“Not even if I weave these purple asters and buttercups in a wreath, and set it on your head?”
He did not answer. Conscience told that he ought to rebuke her for tempting him from holy meditations. Why disobey the dictate? Yet he did. She made the wreath. He felt the little flowers upon his hair. He felt the touch of her soft hands upon his cheek; and her eyes looked straight into his.
“Smile!” she commanded, as she might address Harun; “do you hear me, smile!”
And Jerome—that saint adored through wide Thuringia—obeyed her. He smiled; he almost laughed; but—praised be Saint Simeon—grace was given just to shun that!
Once more the silvery bell in distant Eisenach knelled across the trees, calling to vespers. They knelt down to pray. Jerome had even forgotten to doff the flower crown. The maid prayed in loud whisper,—to Our Lady, to Agnes of Rome her patron saint,—then added something more softly, but he could hear it, “Holy Saint Jerome of the Dragon’s Dale, pray for me.”
Why did he not rebuke her with the thunders of Sinai? Why did his own prayer halt? Had Witch Martha taught the maid some guilty spell?

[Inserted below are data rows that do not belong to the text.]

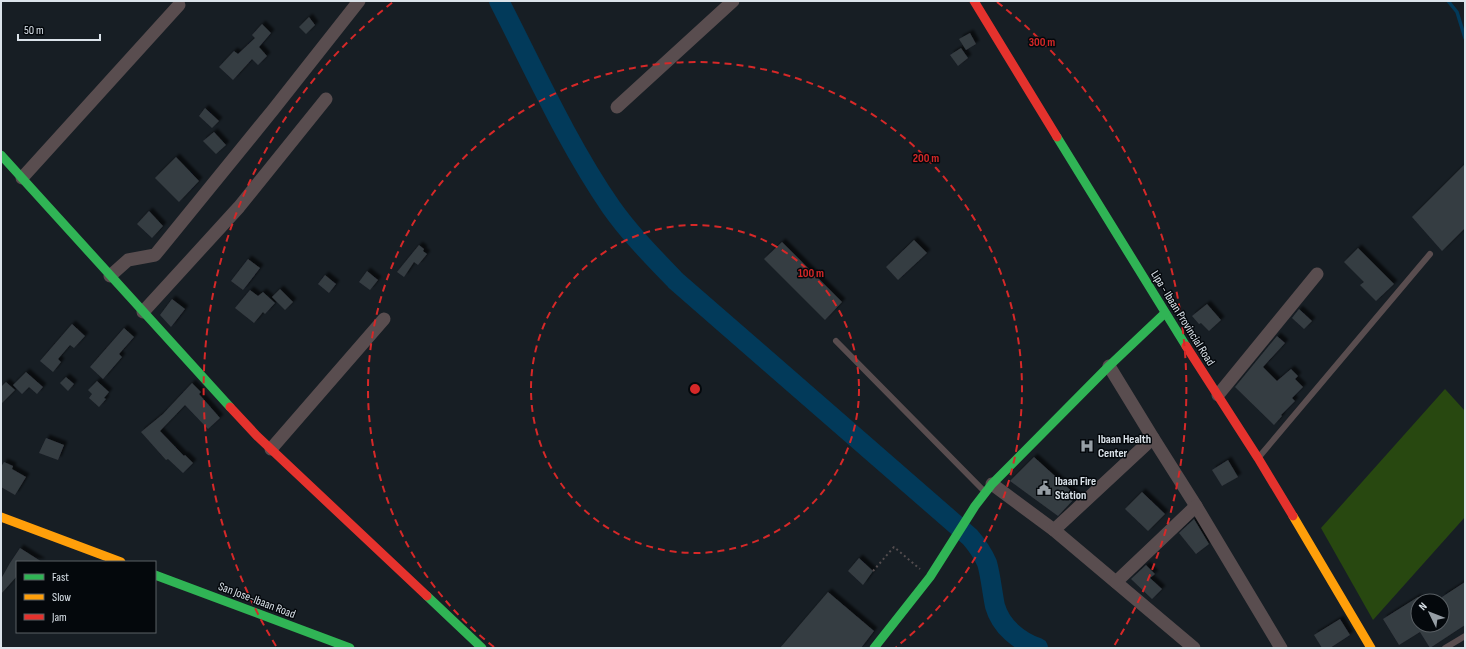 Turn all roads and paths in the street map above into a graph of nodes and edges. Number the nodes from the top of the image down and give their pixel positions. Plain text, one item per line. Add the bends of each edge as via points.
1 (359, 1) edge
2 (733, 1) edge
3 (974, 1) edge
4 (179, 5) dead end
5 (326, 99) dead end
6 (617, 107) dead end
7 (1, 155) edge
8 (22, 178) junction
9 (1430, 254) dead end
10 (1317, 274) dead end
11 (110, 276) junction
12 (143, 312) junction
13 (1165, 313) junction
14 (384, 318) dead end
15 (836, 341) dead end
16 (1109, 366) junction
17 (1218, 395) junction
18 (1153, 438) junction
19 (271, 449) junction
20 (1258, 458) junction
21 (989, 488) junction
22 (1196, 506) junction
23 (1, 517) edge
24 (1054, 530) junction
25 (118, 561) edge
26 (873, 571) dead end
27 (156, 575) edge
28 (930, 577) junction
29 (1116, 582) junction
30 (1465, 636) edge
31 (342, 647) edge
32 (482, 648) edge
33 (874, 648) edge
34 (1194, 648) edge
35 (1281, 648) edge
36 (1372, 648) edge
37 (1445, 648) edge

1 - 11 street via 155,255 128,260
2 - 6 street
3 - 13 main road, Lipa - Ibaan Provincial Road
4 - 8 street
5 - 12 street via 239,207
7 - 8 main road
8 - 11 main road
9 - 20 lane
10 - 17 street
11 - 12 main road
12 - 19 main road
13 - 16 main road
13 - 17 main road, Lipa - Ibaan Provincial Road
14 - 19 street
15 - 21 lane
16 - 18 street
16 - 21 main road
17 - 20 main road, Lipa - Ibaan Provincial Road
18 - 22 street
18 - 24 street
19 - 32 main road
20 - 36 main road, Lipa - Ibaan Provincial Road
21 - 24 street
21 - 28 main road
22 - 29 street
22 - 35 street
23 - 25 main road
24 - 29 street
26 - 28 path via 894,547
27 - 31 main road, San Jose-Ibaan Road
28 - 33 main road
29 - 34 street
30 - 37 lane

Had the arch-fiend taken a young girl’s shape to overcome this hardened anchorite? But Jerome was silent, and Agnes arose from her knees.

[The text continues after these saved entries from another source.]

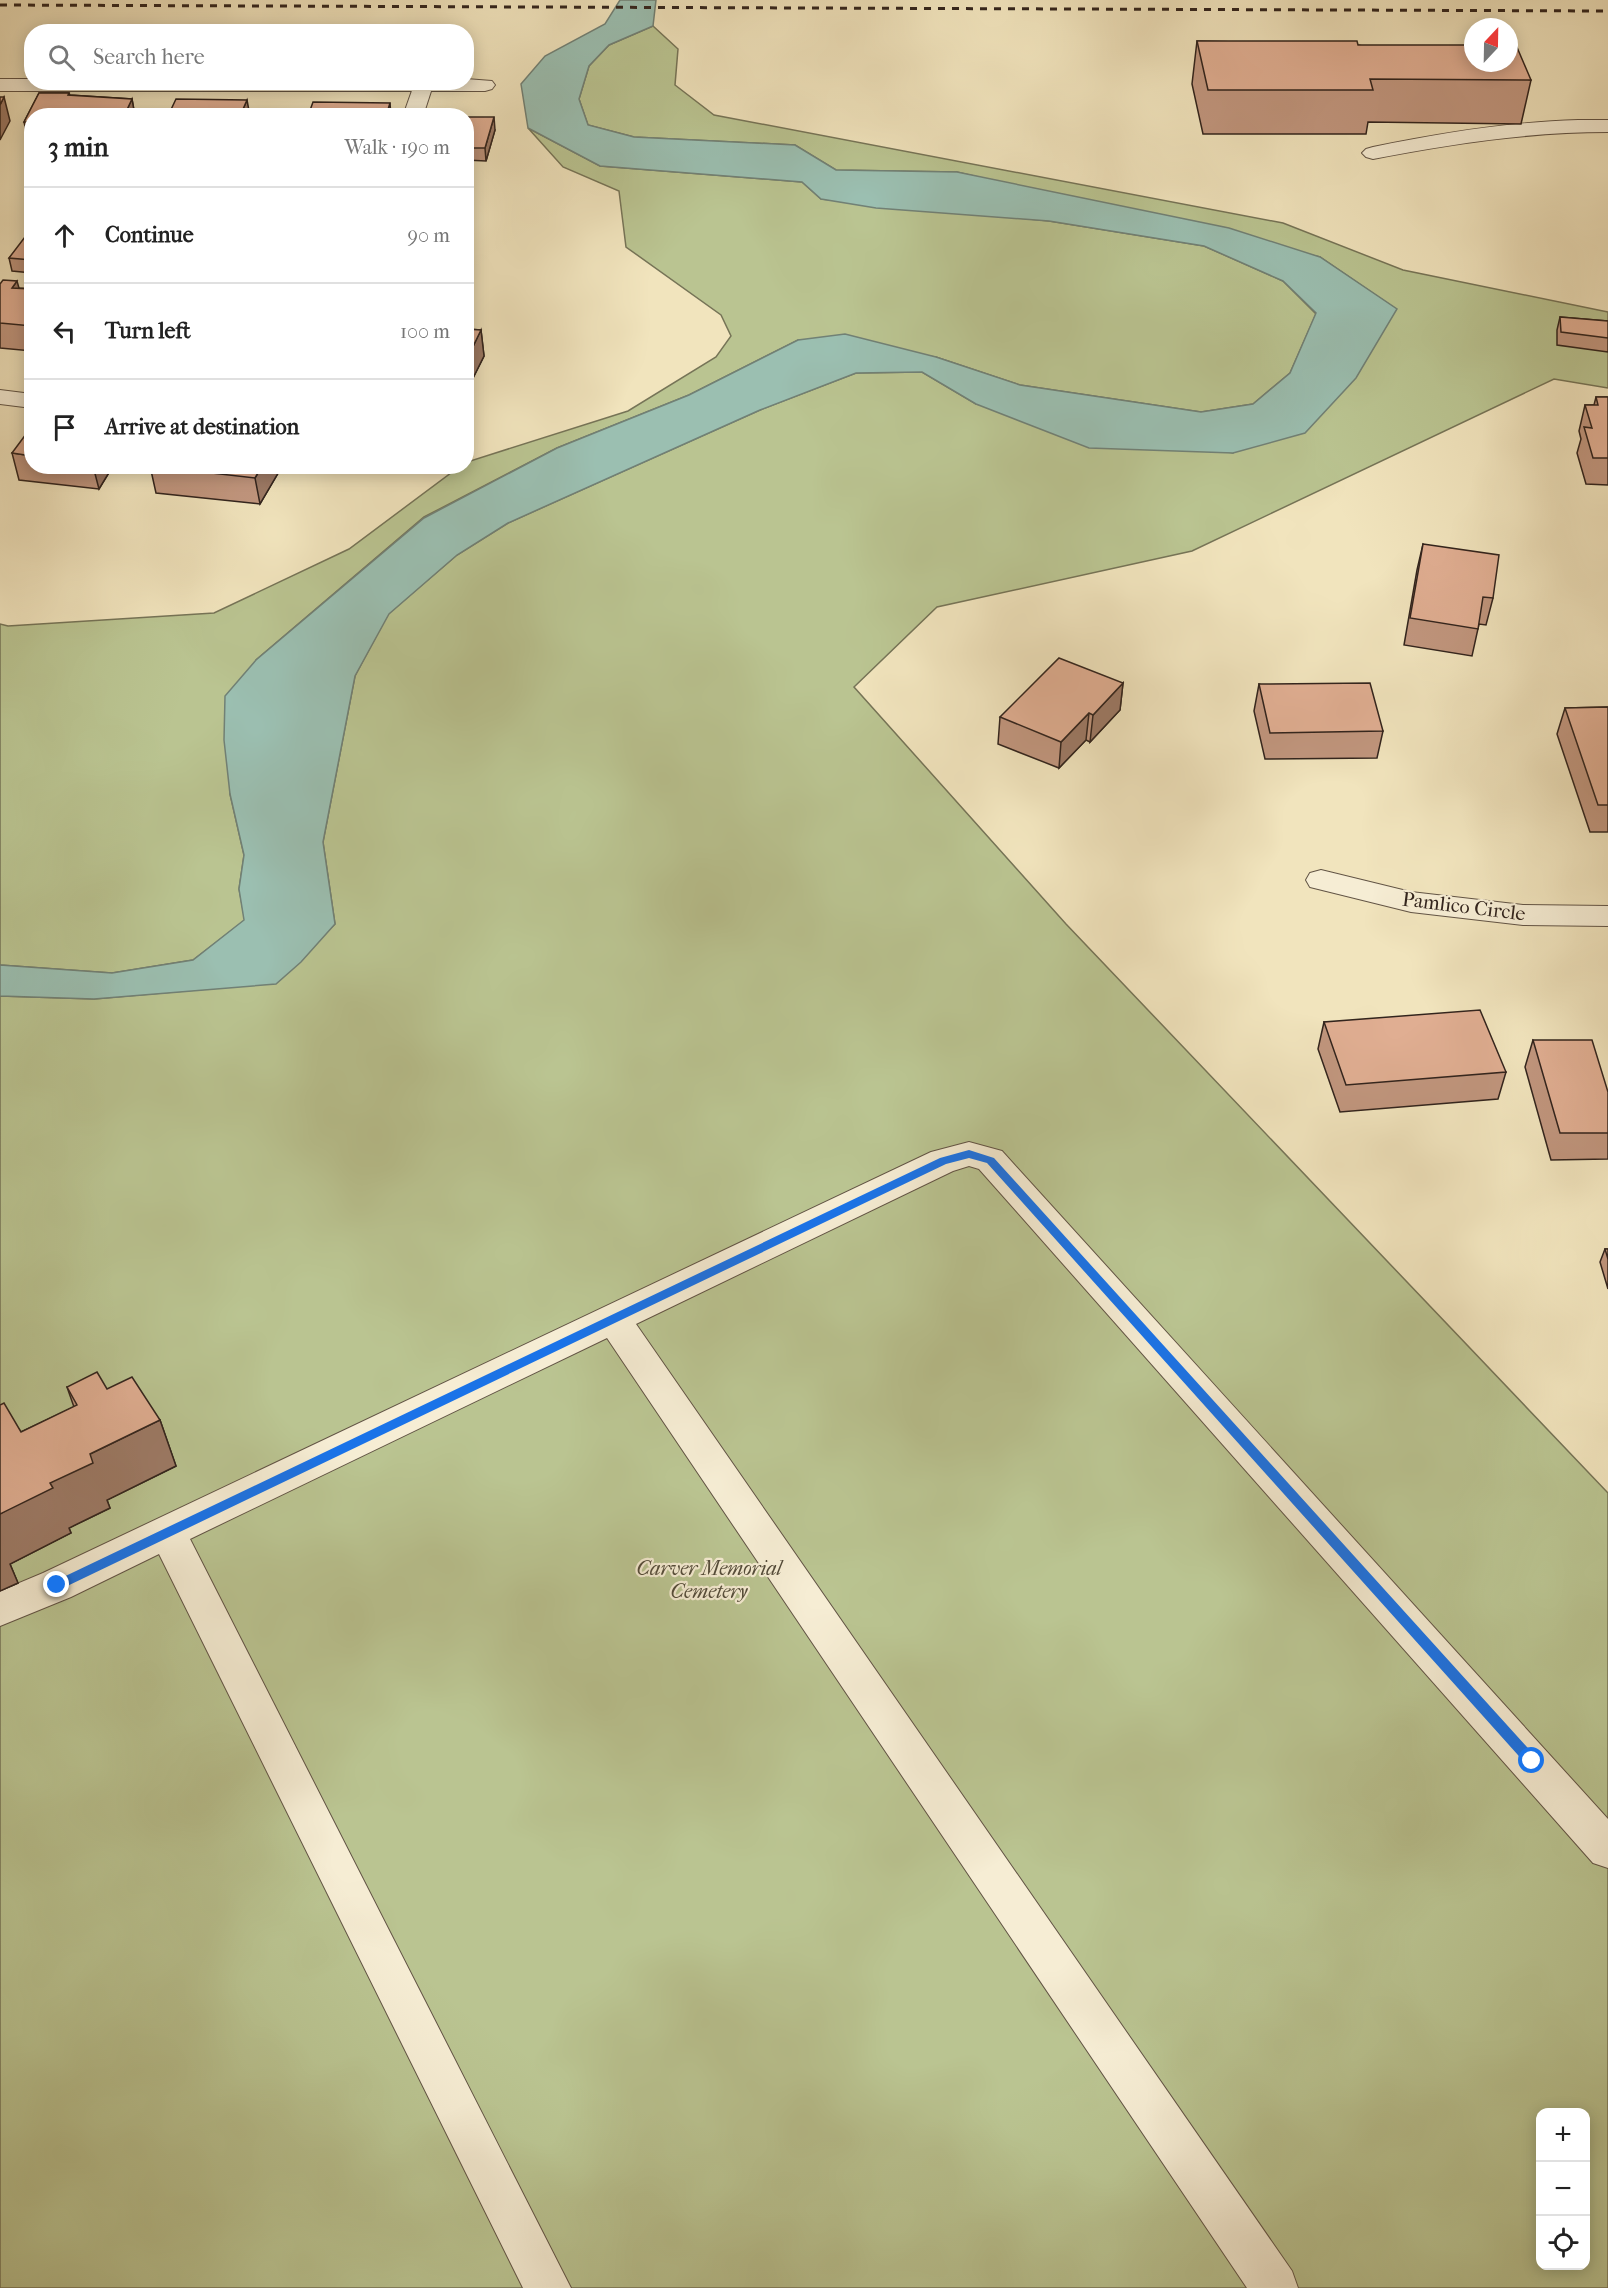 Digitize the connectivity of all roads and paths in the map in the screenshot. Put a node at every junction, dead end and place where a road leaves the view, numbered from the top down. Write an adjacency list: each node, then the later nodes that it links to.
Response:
1 (0, 85): 2 (street)
2 (24, 85)
3 (474, 85): 4 (street)
4 (485, 85)
5 (421, 90): 6 (street)
6 (416, 108)
7 (1608, 126): 8 (street)
8 (1373, 153)
9 (0, 397): 10 (street)
10 (24, 400)
11 (1321, 880): 12 (street, Pamlico Circle)
12 (1608, 916)
13 (614, 1320): 14 (street); 16 (street); 18 (street)
14 (167, 1532): 15 (street); 17 (street)
15 (0, 1609)
16 (1608, 1849)
17 (548, 2288)
18 (1275, 2288)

“How long can I stay here?” spoke she, before she went into the hut to lie down.
“I shall try to send at once for Graf Ludwig.”
“Oh! he can know that I am safe; but it is lovely here! I do not want to go away. Harun, the brook, and the birds, and the talking trees, already I love them, but most of all,—you.”
Then he let her kiss him good night. He did not return the kiss; nevertheless he groaned inwardly, knowing he was making progress in sin. True was Master Vergil’s word, “Facilis descensus Averni!”